What the exercise asks -> Whichever lines include the word "SourceGraphic", copy them as they appear in the data.
---------- Data for the task ----------
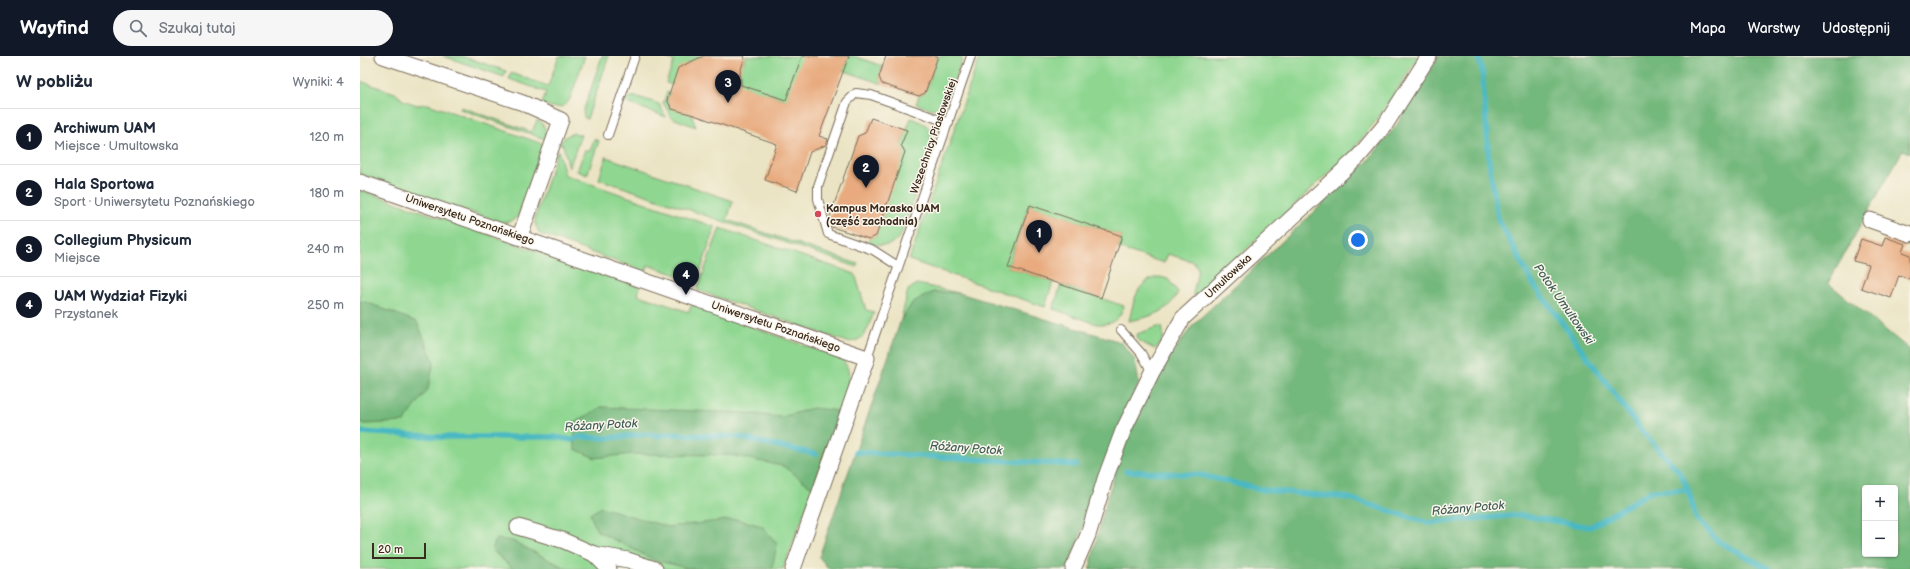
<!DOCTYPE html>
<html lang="pl">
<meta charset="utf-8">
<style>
body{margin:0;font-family:"Balsamiq Sans",sans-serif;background:#f6f6f7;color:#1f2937}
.controls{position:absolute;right:12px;bottom:12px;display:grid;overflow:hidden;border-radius:4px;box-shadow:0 1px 3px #0004}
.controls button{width:36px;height:36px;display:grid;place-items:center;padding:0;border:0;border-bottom:1px solid #e0e1e3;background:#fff;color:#1f2937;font:20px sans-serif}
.scale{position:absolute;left:12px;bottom:10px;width:54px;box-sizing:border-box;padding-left:4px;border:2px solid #3b2a1e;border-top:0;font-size:11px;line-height:14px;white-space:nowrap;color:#3b2a1e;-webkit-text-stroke:3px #fbf7ec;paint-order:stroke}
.you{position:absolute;left:998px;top:184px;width:14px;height:14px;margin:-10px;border:3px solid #fff;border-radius:50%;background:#1a73e8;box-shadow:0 0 0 6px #1a73e833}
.badge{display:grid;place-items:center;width:26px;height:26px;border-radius:50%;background:#111827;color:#fff;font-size:13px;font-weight:700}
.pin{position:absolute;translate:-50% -33px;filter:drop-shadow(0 1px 2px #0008)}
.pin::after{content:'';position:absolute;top:21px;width:14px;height:12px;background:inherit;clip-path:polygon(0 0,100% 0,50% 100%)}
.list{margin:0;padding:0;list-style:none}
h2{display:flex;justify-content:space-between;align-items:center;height:52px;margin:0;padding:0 16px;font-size:17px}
h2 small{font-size:13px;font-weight:400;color:#747a83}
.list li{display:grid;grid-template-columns:26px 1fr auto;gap:12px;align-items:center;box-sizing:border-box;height:56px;padding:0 16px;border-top:1px solid #e0e1e3}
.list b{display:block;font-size:15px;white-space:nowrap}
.list p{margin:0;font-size:13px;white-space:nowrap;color:#747a83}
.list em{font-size:13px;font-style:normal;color:#747a83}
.icon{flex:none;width:22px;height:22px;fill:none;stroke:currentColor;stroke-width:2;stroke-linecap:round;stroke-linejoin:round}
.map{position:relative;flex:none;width:1550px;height:513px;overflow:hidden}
header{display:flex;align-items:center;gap:24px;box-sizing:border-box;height:56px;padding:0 20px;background:#111827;color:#fff}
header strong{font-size:19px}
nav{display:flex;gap:22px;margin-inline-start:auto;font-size:14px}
.search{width:280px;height:36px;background:#f6f6f7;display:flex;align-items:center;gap:10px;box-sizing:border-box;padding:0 14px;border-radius:22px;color:#747a83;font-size:15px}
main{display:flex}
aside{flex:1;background:#fff}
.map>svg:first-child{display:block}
.green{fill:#8fd791;stroke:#658058}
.forest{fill:#73b87b;stroke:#57714c;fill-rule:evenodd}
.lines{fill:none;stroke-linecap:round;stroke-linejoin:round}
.stream{stroke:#49b8c2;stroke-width:5.5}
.building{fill:#e8aa7e}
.lane-casing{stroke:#796b58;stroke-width:10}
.street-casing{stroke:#796b58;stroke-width:17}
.lane{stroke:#fff;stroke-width:8}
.street{stroke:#fff;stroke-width:15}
.poi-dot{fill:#d1495b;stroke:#fbf7ec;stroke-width:1.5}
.labels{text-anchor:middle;stroke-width:3;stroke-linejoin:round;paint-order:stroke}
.street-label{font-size:11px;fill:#3b2a1e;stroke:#fbf7ec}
.poi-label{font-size:11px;font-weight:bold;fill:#3b2a1e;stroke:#fbf7ec;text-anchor:start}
.water-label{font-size:12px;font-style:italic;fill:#405c57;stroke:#fbf7ec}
</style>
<header>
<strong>Wayfind</strong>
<div class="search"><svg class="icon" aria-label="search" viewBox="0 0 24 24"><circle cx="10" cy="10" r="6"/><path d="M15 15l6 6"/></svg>Szukaj tutaj</div>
<nav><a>Mapa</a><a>Warstwy</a><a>Udostępnij</a></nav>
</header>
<main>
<aside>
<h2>W pobliżu<small>Wyniki: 4</small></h2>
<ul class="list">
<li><span class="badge">1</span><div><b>Archiwum UAM</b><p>Miejsce · Umultowska</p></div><em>120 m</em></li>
<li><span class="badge">2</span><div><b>Hala Sportowa</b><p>Sport · Uniwersytetu Poznańskiego</p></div><em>180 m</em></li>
<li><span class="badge">3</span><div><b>Collegium Physicum</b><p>Miejsce</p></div><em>240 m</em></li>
<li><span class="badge">4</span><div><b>UAM Wydział Fizyki</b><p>Przystanek</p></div><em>250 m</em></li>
</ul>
</aside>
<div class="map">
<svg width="1550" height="513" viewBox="0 0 1550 513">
<rect width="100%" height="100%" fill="#fbf7ec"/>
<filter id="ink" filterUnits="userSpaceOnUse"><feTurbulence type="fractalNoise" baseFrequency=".025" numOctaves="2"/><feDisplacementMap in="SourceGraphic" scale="8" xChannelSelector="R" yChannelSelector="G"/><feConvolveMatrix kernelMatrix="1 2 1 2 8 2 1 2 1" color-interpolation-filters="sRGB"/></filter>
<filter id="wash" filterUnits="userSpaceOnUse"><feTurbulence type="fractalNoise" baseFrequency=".012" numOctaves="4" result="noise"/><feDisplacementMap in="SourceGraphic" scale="16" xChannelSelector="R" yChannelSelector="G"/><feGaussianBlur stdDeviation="0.9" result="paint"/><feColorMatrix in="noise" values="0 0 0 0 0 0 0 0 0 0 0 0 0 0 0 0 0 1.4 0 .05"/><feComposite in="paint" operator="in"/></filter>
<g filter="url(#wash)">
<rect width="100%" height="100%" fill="#ebe4c4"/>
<!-- green -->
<g class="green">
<polygon points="83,0 102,0 146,15 144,21"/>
<path d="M199,0H225L210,43C202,55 194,52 182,48L186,36L149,23L151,17L188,30Z"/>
<polygon points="242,0 249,0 227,63 224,61 223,56"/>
<polygon points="301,0 344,0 326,8 312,29 306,27 314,5"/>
<polygon points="385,0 444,0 428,50 424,43 378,29 362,5 384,6"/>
<polygon points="487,0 494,0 522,10 519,21 522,28 482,14 484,10 486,10"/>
<path d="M578,0H603L588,44C579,57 569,53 556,48L559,40L565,37Z"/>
<polygon points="620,0 1059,0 1019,61 989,98 835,241 833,239 838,213 834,206 808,198 804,207 758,192 762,180 669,149 648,211 693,226 685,251 549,204"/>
<path d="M0,25L35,37L43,44L57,49L68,48L183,88L159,158C154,165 149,167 140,166L0,118Z"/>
<polygon points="307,36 310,36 307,44 310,52 331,58 336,71 312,62 303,47"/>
<polygon points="270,41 278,41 299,48 306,61 265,46"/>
<path d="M101,51L172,76L177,64C185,68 187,74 185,83L100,53Z"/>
<path d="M551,62C562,67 573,69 571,83L574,84L541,179C531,192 522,191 508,186L509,183L516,180L541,89Z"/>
<path d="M214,77L221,79L209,112L203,89L200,88C203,81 207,79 214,77Z"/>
<polygon points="234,83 239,85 227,119 217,115 225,94 230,95"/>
<polygon points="198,93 205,119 355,171 337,226 288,209 286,216 180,178 175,168 175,161"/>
<polygon points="246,101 373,145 367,164 498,208 497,211 239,123"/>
<path d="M0,134L280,231L278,239L329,256L331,249L482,303C490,313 490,320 487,332L461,411L423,513H207L152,485L132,494L153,513H0Z"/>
<path d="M360,172L495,218L506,254L514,256C508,272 506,286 487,286L337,234Z"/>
<path d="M800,221L808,223L818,236C808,258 791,260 769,265C774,245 776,224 800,221Z"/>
<polygon points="557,228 599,237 574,236 553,246 541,264 548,234"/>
<path d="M701,229L764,250C759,264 752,269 737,268L693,253Z"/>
<path d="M797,271H802C805,280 803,288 794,293L778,284L777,278Z"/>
</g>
<!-- forest -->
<g class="forest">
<path d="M1079,0H1550V97L1543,94L1468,227L1550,294V513H730C749,422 775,342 834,268L1007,106L1036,70ZM1505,432H1535V498H1505Z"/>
<polygon points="574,236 599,237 761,286 775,304 779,327 707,513 469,513 459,501 541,264 553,246"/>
<polygon points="0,245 6,246 57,266 74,306 68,333 44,366 5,368 0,366"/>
<polygon points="241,351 383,357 422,361 453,352 480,355 453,432 423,410 370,399 272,398 235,402 215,393 214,367"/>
<polygon points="241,451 308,471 376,463 402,470 417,488 412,513 331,513 294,504 237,475 230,458"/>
<polygon points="136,483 152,485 207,513 153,513 132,494"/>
</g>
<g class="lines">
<!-- stream -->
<g class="stream">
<polyline points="1118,0 1122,14 1129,106 1138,163 1172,226 1281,374 1321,418 1328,434"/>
<polyline points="0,376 82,381 194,381 212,384 220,381 249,382 289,378 298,380 308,378 377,381 456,398"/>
<polyline points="496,396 716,409"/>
<polyline points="766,415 840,419 904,434 989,442 1068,467 1159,459 1230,471 1292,435 1328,434 1336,462 1358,485 1409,513"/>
</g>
</g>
<g id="blocks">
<!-- building -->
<g class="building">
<polygon points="343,0 385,0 380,17 381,29 426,44 442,0 489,0 459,80 468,83 466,89 450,96 437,135 405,124 417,88 334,59 312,53 307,44 318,12"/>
<polygon points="526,0 578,0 565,37 559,40 522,28 519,21"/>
<polygon points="511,62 547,74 541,89 545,96 516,180 509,183 472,171 469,163 498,80 505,77"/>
<polygon points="670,149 762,180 741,242 648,211"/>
<polygon points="1525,181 1545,188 1542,196 1550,199 1550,223 1539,219 1531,242 1501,232 1509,209 1493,205 1501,183 1522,190"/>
</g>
</g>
</g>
<g filter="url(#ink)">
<use href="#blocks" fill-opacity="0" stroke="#796b58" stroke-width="1"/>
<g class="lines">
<!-- lane casing -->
<g class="lane-casing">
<g id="lane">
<polyline points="248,79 275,0"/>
<polyline points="538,210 513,194 468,178 458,143 458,130 487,46 496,37 511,39 589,67"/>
<polyline points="761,274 781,297 792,316"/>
<polyline points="507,302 611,0"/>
</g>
</g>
<!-- street casing -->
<g class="street-casing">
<g id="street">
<polyline points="23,0 163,47 201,64 160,180"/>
<polyline points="0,126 507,302 433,513"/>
<polyline points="1510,164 1550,178"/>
<polyline points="158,471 202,484 234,498 268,504 295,513"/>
<polyline points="234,498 249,513"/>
<polyline points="713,513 728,479 745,423 763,375 792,316 823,262 998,101 1025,69 1069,0"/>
</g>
</g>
<!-- lane -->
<use href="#lane" class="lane"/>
<!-- street -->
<use href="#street" class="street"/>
</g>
</g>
<!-- markers -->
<circle class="poi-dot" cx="458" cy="158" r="4"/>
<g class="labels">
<!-- street labels -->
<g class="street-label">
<text transform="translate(573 80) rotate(-71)" y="4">Wszechnicy Piastowskiej</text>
<text transform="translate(110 163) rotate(19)" y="4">Uniwersytetu Poznańskiego</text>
<text transform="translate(868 220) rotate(-43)" y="4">Umultowska</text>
<text transform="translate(416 270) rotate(19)" y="4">Uniwersytetu Poznańskiego</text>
</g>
<!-- poi labels -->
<g class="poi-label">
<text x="466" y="156">Kampus Morasko UAM<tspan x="466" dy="13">(część zachodnia)</tspan></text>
</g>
<!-- water labels -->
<g class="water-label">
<text transform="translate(1204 248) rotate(55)" y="4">Potok Umultowski</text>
<text transform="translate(241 369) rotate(-3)" y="4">Różany Potok</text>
<text transform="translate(606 392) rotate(4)" y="4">Różany Potok</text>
<text transform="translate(1108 452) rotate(-5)" y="4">Różany Potok</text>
</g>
</g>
</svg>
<div class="controls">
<button>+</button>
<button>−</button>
</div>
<div class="scale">20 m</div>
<div class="you"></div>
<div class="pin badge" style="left:679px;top:197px">1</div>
<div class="pin badge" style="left:506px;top:132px">2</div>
<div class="pin badge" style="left:368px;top:47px">3</div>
<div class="pin badge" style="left:326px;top:239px">4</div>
</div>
</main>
----------
Exercise solution ->
<filter id="ink" filterUnits="userSpaceOnUse"><feTurbulence type="fractalNoise" baseFrequency=".025" numOctaves="2"/><feDisplacementMap in="SourceGraphic" scale="8" xChannelSelector="R" yChannelSelector="G"/><feConvolveMatrix kernelMatrix="1 2 1 2 8 2 1 2 1" color-interpolation-filters="sRGB"/></filter>
<filter id="wash" filterUnits="userSpaceOnUse"><feTurbulence type="fractalNoise" baseFrequency=".012" numOctaves="4" result="noise"/><feDisplacementMap in="SourceGraphic" scale="16" xChannelSelector="R" yChannelSelector="G"/><feGaussianBlur stdDeviation="0.9" result="paint"/><feColorMatrix in="noise" values="0 0 0 0 0 0 0 0 0 0 0 0 0 0 0 0 0 1.4 0 .05"/><feComposite in="paint" operator="in"/></filter>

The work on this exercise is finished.